**See Also**

arithmetic operations video, dividing polynomials video, division video, division of polynomials video, operations video, polynomial division video, polynomials video, synthetic division video.

This math video tutorial gives a step by step explanation to a math problem on "Synthetic Division 2".

Synthetic division 2 video involves arithmetic operations, dividing polynomials, division, division of polynomials, operations, polynomial division, polynomials, synthetic division. The video tutorial is recommended for 1st Grade, 2nd Grade, 3rd Grade, 4th Grade, 5th Grade, 6th Grade, 7th Grade, 8th Grade, 9th Grade, and/or 10th Grade Math students studying Algebra, Geometry, Trigonometry, Arithmetic, Basic Math, Pre-Algebra, and/or Pre-Calculus.

Division is essentially the opposite of multiplication. Division finds the quotient of two numbers, the dividend divided by the divisor. Any dividend divided by zero is undefined. For positive numbers, if the dividend is larger than the divisor, the quotient will be greater than one, otherwise it will be less than one (a similar rule applies for negative numbers). The quotient multiplied by the divisor always yields the dividend.

Division is neither commutative nor associative. As it is helpful to look at subtraction as addition, it is helpful to look at division as multiplication of the dividend times the reciprocal of the divisor, that is a ÷ b = a × 1/b. When written as a product, it will obey all the properties of multiplication.

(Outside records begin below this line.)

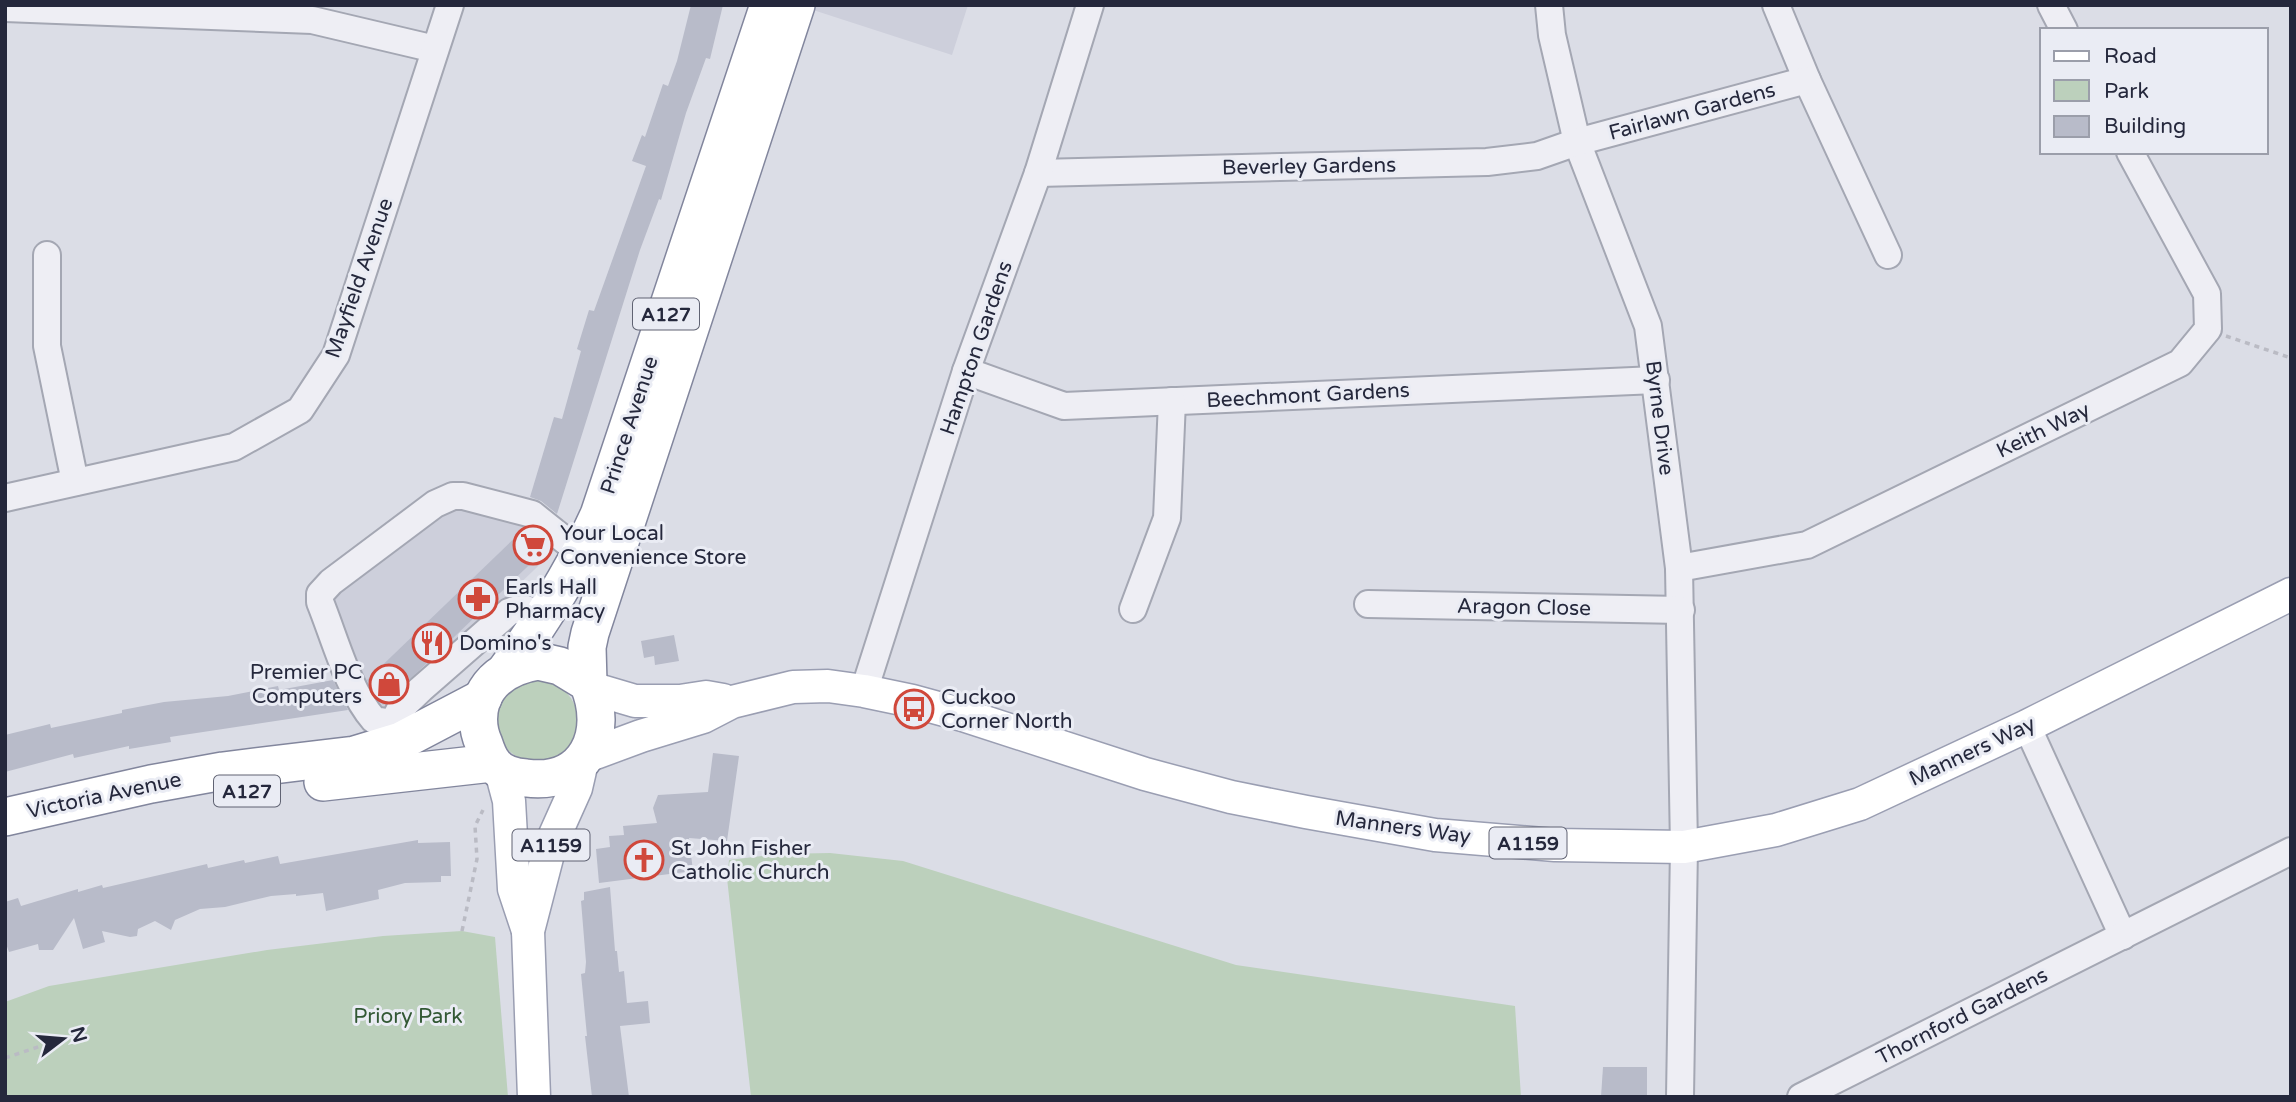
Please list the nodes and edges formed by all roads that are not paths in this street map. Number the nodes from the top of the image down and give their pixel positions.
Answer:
1 (450, 5) edge
2 (769, 5) edge
3 (796, 5) edge
4 (1090, 5) edge
5 (1549, 5) edge
6 (1776, 5) edge
7 (2051, 5) edge
8 (5, 8) edge
9 (2063, 28) edge
10 (435, 49) junction
11 (1807, 80) junction
12 (1577, 142) junction
13 (2131, 154) edge
14 (1038, 173) junction
15 (47, 255) dead end
16 (1888, 255) dead end
17 (966, 371) junction
18 (1656, 380) junction
19 (1172, 401) junction
20 (75, 482) junction
21 (5, 498) edge
22 (582, 554) junction
23 (1679, 568) junction
24 (2291, 594) edge
25 (1368, 604) dead end
26 (1133, 609) dead end
27 (1681, 610) junction
28 (545, 616) junction
29 (508, 669) junction
30 (589, 685) junction
31 (863, 691) junction
32 (482, 698) junction
33 (732, 702) junction
34 (2027, 726) junction
35 (397, 732) junction
36 (584, 759) junction
37 (496, 767) junction
38 (5, 817) edge
39 (5, 841) edge
40 (1684, 847) junction
41 (2291, 851) edge
42 (528, 930) junction
43 (2123, 936) junction
44 (534, 1097) edge
45 (1680, 1097) edge
46 (1801, 1097) edge

1 - 10 street, Mayfield Avenue
2 - 22 highway, Prince Avenue / A127
3 - 30 highway, Prince Avenue / A127
4 - 14 street, Hampton Gardens
5 - 12 street, Byrne Drive
6 - 11 street
7 - 9 street
8 - 10 street
10 - 20 street, Mayfield Avenue
11 - 12 street, Fairlawn Gardens
11 - 16 street
12 - 14 street, Beverley Gardens
12 - 18 street, Byrne Drive
13 - 23 street, Keith Way
14 - 17 street, Hampton Gardens
15 - 20 street
17 - 19 street, Beechmont Gardens
17 - 31 street, Hampton Gardens
18 - 19 street, Beechmont Gardens
18 - 23 street, Byrne Drive
19 - 26 street
20 - 21 street, Mayfield Avenue
22 - 28 highway, Prince Avenue / A127
22 - 35 street
23 - 27 street, Byrne Drive
24 - 34 main road, Manners Way / A1159
25 - 27 street, Aragon Close
27 - 40 street, Byrne Drive
28 - 29 highway, Prince Avenue / A127
28 - 35 street
29 - 30 highway
29 - 32 highway
30 - 33 main road, Manners Way / A1159
30 - 36 highway
31 - 33 main road, Manners Way / A1159
31 - 40 main road, Manners Way / A1159
32 - 35 highway, Victoria Avenue / A127
32 - 37 highway
33 - 36 main road, Manners Way / A1159
34 - 40 main road, Manners Way / A1159
34 - 43 street
35 - 38 highway, Victoria Avenue / A127
36 - 37 highway
36 - 42 main road, A1159
37 - 39 highway, Victoria Avenue / A127
37 - 42 main road, A1159
40 - 45 street
41 - 43 street, Thornford Gardens
42 - 44 main road, A1159
43 - 46 street, Thornford Gardens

Division is neither commutative nor associative. As it is helpful to look at subtraction as addition, it is helpful to look at division as multiplication of the dividend times the reciprocal of the divisor, that is a ÷ b = a × 1/b. When written as a product, it will obey all the properties of multiplication.

In mathematics, a polynomial is an expression constructed from one or more variables and constants, using the operations of addition, subtraction, multiplication, and constant positive whole number exponents.

Polynomials are one of the most important concepts in algebra and throughout mathematics and science. They are used to form polynomial equations, which encode a wide range of problems, from elementary story problems to complicated problems in the sciences.

Polynomials are one of the most important concepts in algebra and throughout mathematics and science. They are used to form polynomial equations, which encode a wide range of problems, from elementary story problems to complicated problems in the sciences.